» **What the task asks**
Output all of the data exactly as it appears, but leave out any pictures it contains.

START Given data

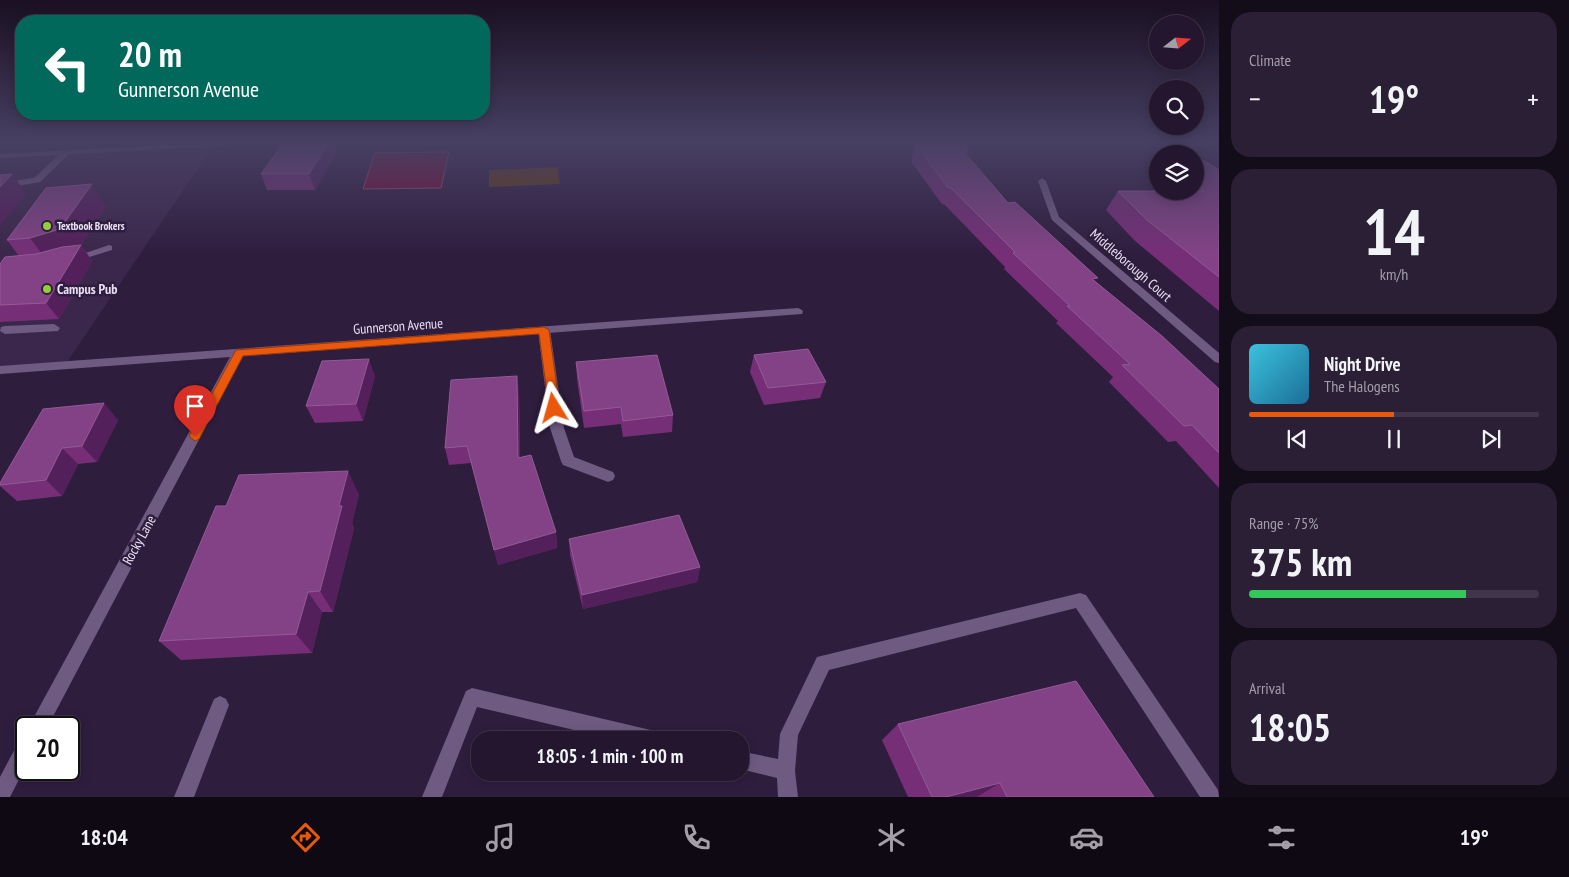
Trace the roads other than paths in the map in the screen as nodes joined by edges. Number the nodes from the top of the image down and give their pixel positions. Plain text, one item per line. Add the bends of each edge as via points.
1 (38, 179) edge
2 (1042, 181) dead end
3 (0, 186) edge
4 (109, 248) dead end
5 (65, 261) edge
6 (798, 312) dead end
7 (54, 328) dead end
8 (544, 330) junction
9 (2, 332) edge
10 (240, 352) junction
11 (1219, 359) edge
12 (0, 370) edge
13 (608, 476) dead end
14 (220, 705) dead end
15 (43, 716) edge
16 (617, 731) edge
17 (749, 762) edge
18 (15, 768) edge
19 (786, 771) junction
20 (0, 796) edge
21 (184, 797) edge
22 (432, 797) edge
23 (788, 797) edge
24 (1211, 797) edge

1 - 3 street
2 - 11 street, Middleborough Court via 1055,218
4 - 5 street
6 - 8 street, Gunnerson Avenue
7 - 9 street
8 - 10 street, Gunnerson Avenue
8 - 13 street via 557,428 568,461
10 - 12 street, Gunnerson Avenue
10 - 15 street, Rocky Lane
14 - 21 street
16 - 22 street via 472,697
17 - 19 street
18 - 20 street
19 - 23 street
19 - 24 street via 790,734 823,663 1080,600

END Given data

» **The answer**
Trace the roads other than paths in the map in the screen as nodes joined by edges. Number the nodes from the top of the image down and give their pixel positions. Plain text, one item per line. Add the bends of each edge as via points.
1 (38, 179) edge
2 (1042, 181) dead end
3 (0, 186) edge
4 (109, 248) dead end
5 (65, 261) edge
6 (798, 312) dead end
7 (54, 328) dead end
8 (544, 330) junction
9 (2, 332) edge
10 (240, 352) junction
11 (1219, 359) edge
12 (0, 370) edge
13 (608, 476) dead end
14 (220, 705) dead end
15 (43, 716) edge
16 (617, 731) edge
17 (749, 762) edge
18 (15, 768) edge
19 (786, 771) junction
20 (0, 796) edge
21 (184, 797) edge
22 (432, 797) edge
23 (788, 797) edge
24 (1211, 797) edge

1 - 3 street
2 - 11 street, Middleborough Court via 1055,218
4 - 5 street
6 - 8 street, Gunnerson Avenue
7 - 9 street
8 - 10 street, Gunnerson Avenue
8 - 13 street via 557,428 568,461
10 - 12 street, Gunnerson Avenue
10 - 15 street, Rocky Lane
14 - 21 street
16 - 22 street via 472,697
17 - 19 street
18 - 20 street
19 - 23 street
19 - 24 street via 790,734 823,663 1080,600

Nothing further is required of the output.